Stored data
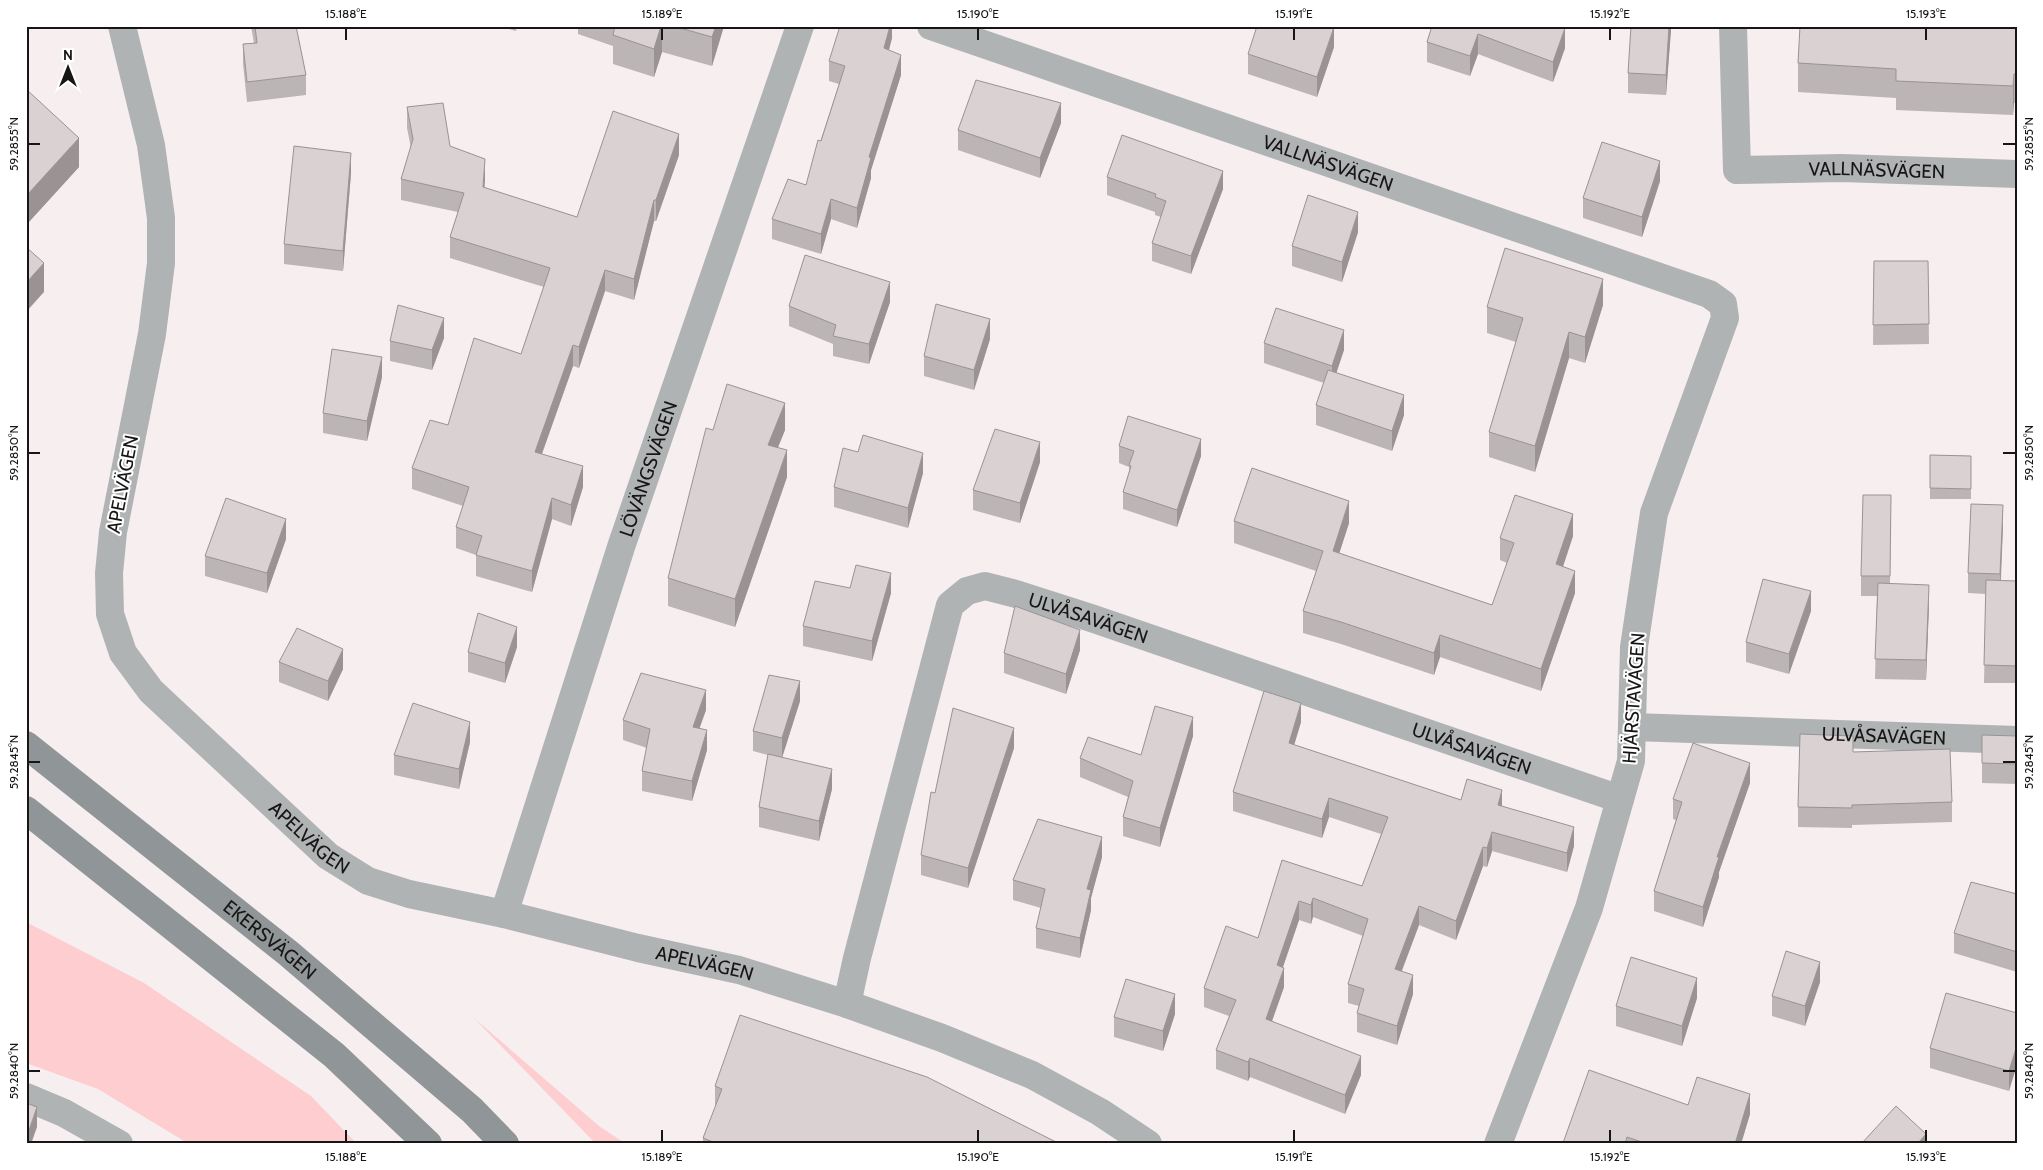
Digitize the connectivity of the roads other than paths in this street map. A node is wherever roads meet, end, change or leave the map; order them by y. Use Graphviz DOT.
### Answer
graph roads {
  1 [pos="122,26"];
  2 [pos="800,26"];
  3 [pos="930,26"];
  4 [pos="1733,26"];
  5 [pos="2017,174"];
  6 [pos="1723,304"];
  7 [pos="1633,727"];
  8 [pos="2017,740"];
  9 [pos="26,745"];
  10 [pos="1620,799"];
  11 [pos="26,810"];
  12 [pos="504,914"];
  13 [pos="847,1004"];
  14 [pos="26,1097"];
  15 [pos="119,1144"];
  16 [pos="428,1144"];
  17 [pos="505,1144"];
  18 [pos="1148,1144"];
  19 [pos="1498,1144"];
  1 -- 12 [label="street, APELVÄGEN"];
  2 -- 12 [label="street, LÖVÄNGSVÄGEN"];
  3 -- 6 [label="street, VALLNÄSVÄGEN"];
  4 -- 5 [label="street, VALLNÄSVÄGEN"];
  6 -- 7 [label="street, HJÄRSTAVÄGEN"];
  7 -- 8 [label="street, ULVÅSAVÄGEN"];
  7 -- 10 [label="street, HJÄRSTAVÄGEN"];
  9 -- 17 [label="main road, EKERSVÄGEN"];
  10 -- 13 [label="street, ULVÅSAVÄGEN"];
  10 -- 19 [label="street, HJÄRSTAVÄGEN"];
  11 -- 16 [label="main road"];
  12 -- 13 [label="street, APELVÄGEN"];
  13 -- 18 [label="street, APELVÄGEN"];
  14 -- 15 [label="street"];
}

## AIM OF THE TASK:
Without including any images, output the data exactly as given.

## SOLUTION FOR THIS TASK:
Digitize the connectivity of the roads other than paths in this street map. A node is wherever roads meet, end, change or leave the map; order them by y. Use Graphviz DOT.
### Answer
graph roads {
  1 [pos="122,26"];
  2 [pos="800,26"];
  3 [pos="930,26"];
  4 [pos="1733,26"];
  5 [pos="2017,174"];
  6 [pos="1723,304"];
  7 [pos="1633,727"];
  8 [pos="2017,740"];
  9 [pos="26,745"];
  10 [pos="1620,799"];
  11 [pos="26,810"];
  12 [pos="504,914"];
  13 [pos="847,1004"];
  14 [pos="26,1097"];
  15 [pos="119,1144"];
  16 [pos="428,1144"];
  17 [pos="505,1144"];
  18 [pos="1148,1144"];
  19 [pos="1498,1144"];
  1 -- 12 [label="street, APELVÄGEN"];
  2 -- 12 [label="street, LÖVÄNGSVÄGEN"];
  3 -- 6 [label="street, VALLNÄSVÄGEN"];
  4 -- 5 [label="street, VALLNÄSVÄGEN"];
  6 -- 7 [label="street, HJÄRSTAVÄGEN"];
  7 -- 8 [label="street, ULVÅSAVÄGEN"];
  7 -- 10 [label="street, HJÄRSTAVÄGEN"];
  9 -- 17 [label="main road, EKERSVÄGEN"];
  10 -- 13 [label="street, ULVÅSAVÄGEN"];
  10 -- 19 [label="street, HJÄRSTAVÄGEN"];
  11 -- 16 [label="main road"];
  12 -- 13 [label="street, APELVÄGEN"];
  13 -- 18 [label="street, APELVÄGEN"];
  14 -- 15 [label="street"];
}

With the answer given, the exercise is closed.